I spend most of my time working in Python, C++, and CUDA, with a healthy dose of Rust. I’ve previously worked in a variety of other languages including Java, JavaScript, PHP, SQL, and Go.

Most recently, I gave a talk at PyCon 2026 on the basics of GPU computing for Python developers and data/AI scientists. You can view the slides below:

Projects

cuDF & DataFrames

My primary work at NVIDIA is on cuDF, a GPU-accelerated DataFrame library built on Apache Arrow. We’ve built accelerated backends for both pandas and Polars, enabling users to speed up their existing DataFrame workflows on GPUs with minimal code changes.

RAPIDS

Beyond cuDF, I’m a significant contributor to other libraries in the RAPIDS ecosystem including cuML (machine learning), cuGraph (graph analytics), RMM (memory management), and cuVS (vector search).

Python Build & Packaging

I’m deeply involved in the Python build tooling ecosystem.
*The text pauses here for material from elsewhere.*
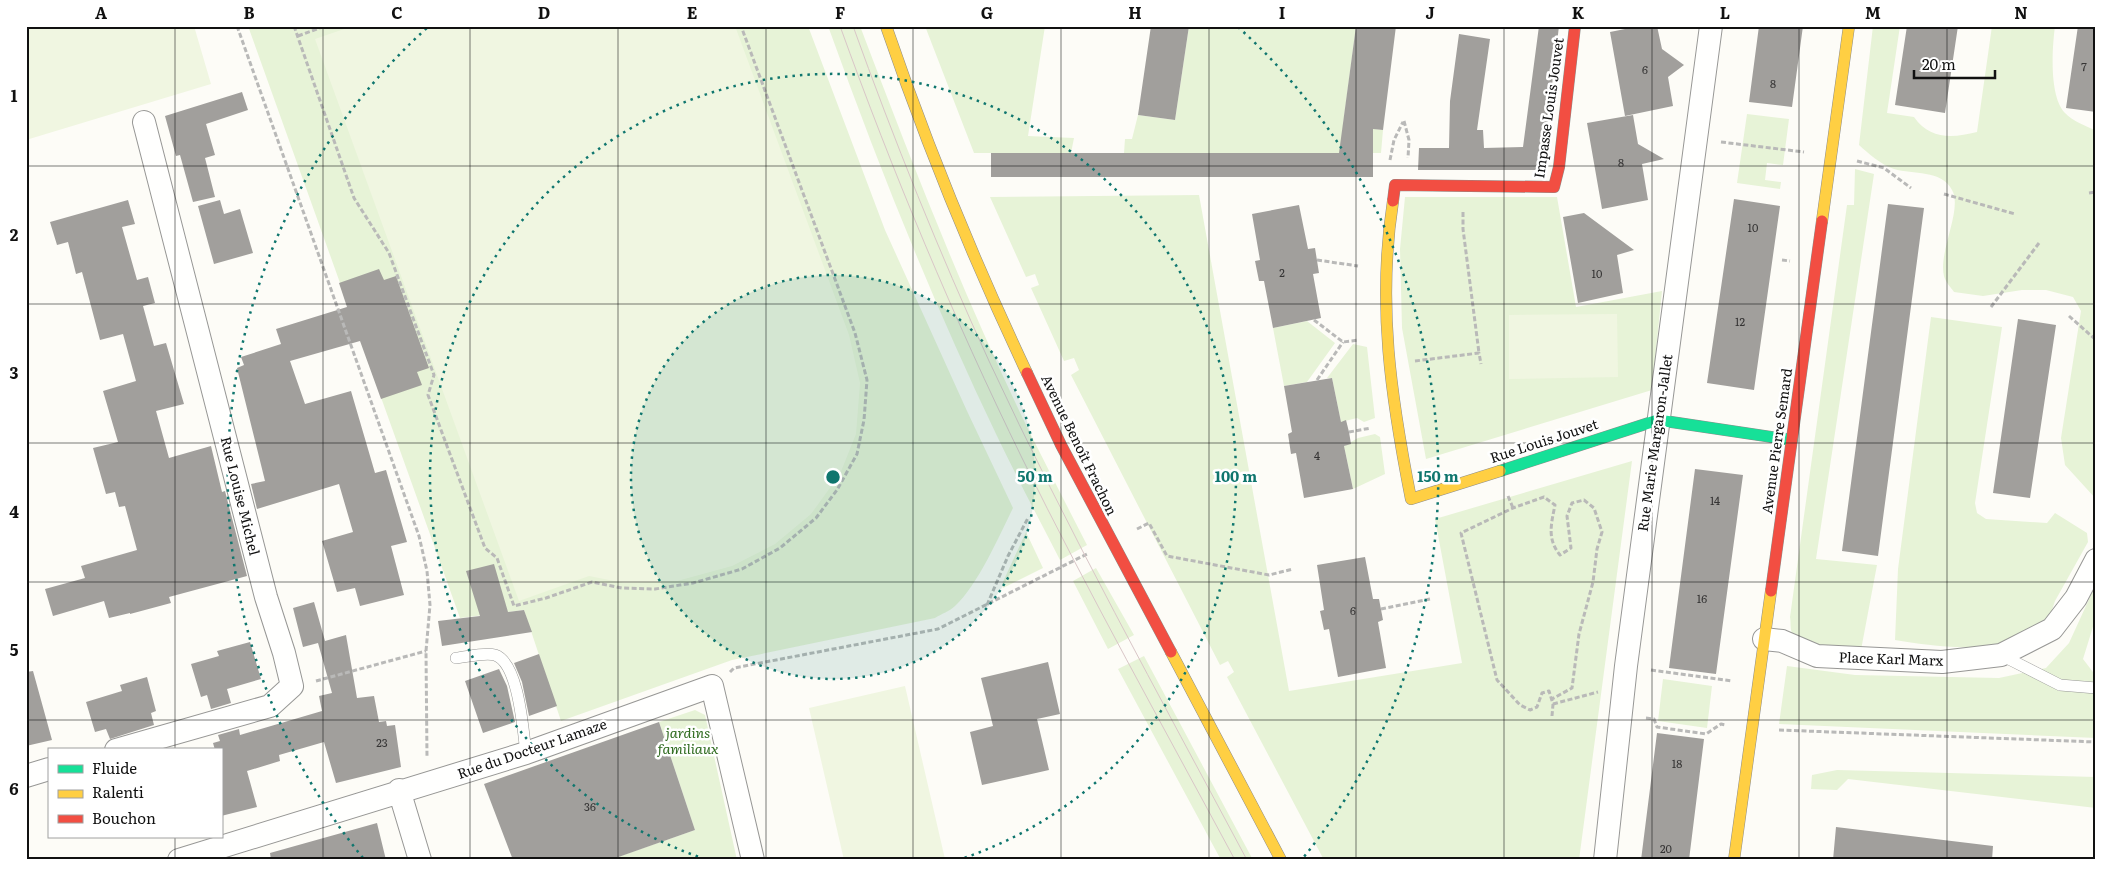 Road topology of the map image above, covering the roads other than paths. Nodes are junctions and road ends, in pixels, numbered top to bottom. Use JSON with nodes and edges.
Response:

I contribute to scikit-build-core, the modern Python-CMake build adapter, and created rapids-build-backend, a PEP 517 build backend for managing complex native Python packages. I’m also a core developer of native-lib-loader, a tool for loading platform-specific native libraries from Python wheels that is designed for use by any project. I’ve also contributed to Cython itself.

CMake

I maintain rapids-cmake, a collection of CMake modules that simplify building CUDA-accelerated C++ projects. I have extensive experience with CMake and have also made contributions to upstream CMake.

Other CUDA Contributions

I’ve contributed to a number of other core open-source projects in the CUDA ecosystem including NVIDIA CCCL (CUDA C++ Core Libraries) and cuda-python (Python bindings for CUDA).

Scientific Software

As part of my PhD research I became actively involved in the development of a great deal of scientific software including signac and freud, both of which I have also previously presented on at SciPy:

In graduate school my colleague Simon Adorf and I published a paper on this topic in Computing in Science & Engineering, and more recently we wrote a blog post providing a high level discussion of our approach. In that vein I developed a few small, self-contained Python packages with clear applications: the rowan package for quaternion manipulation and the coxeter package for working with geometric data, particularly polytopes in two and three dimensions. I was also a core developer for HOOMD-blue, a high-performance particle simulation engine that scales from single CPUs to leadership-class GPU supercomputers and is one of NVIDIA’s official HPC benchmarks.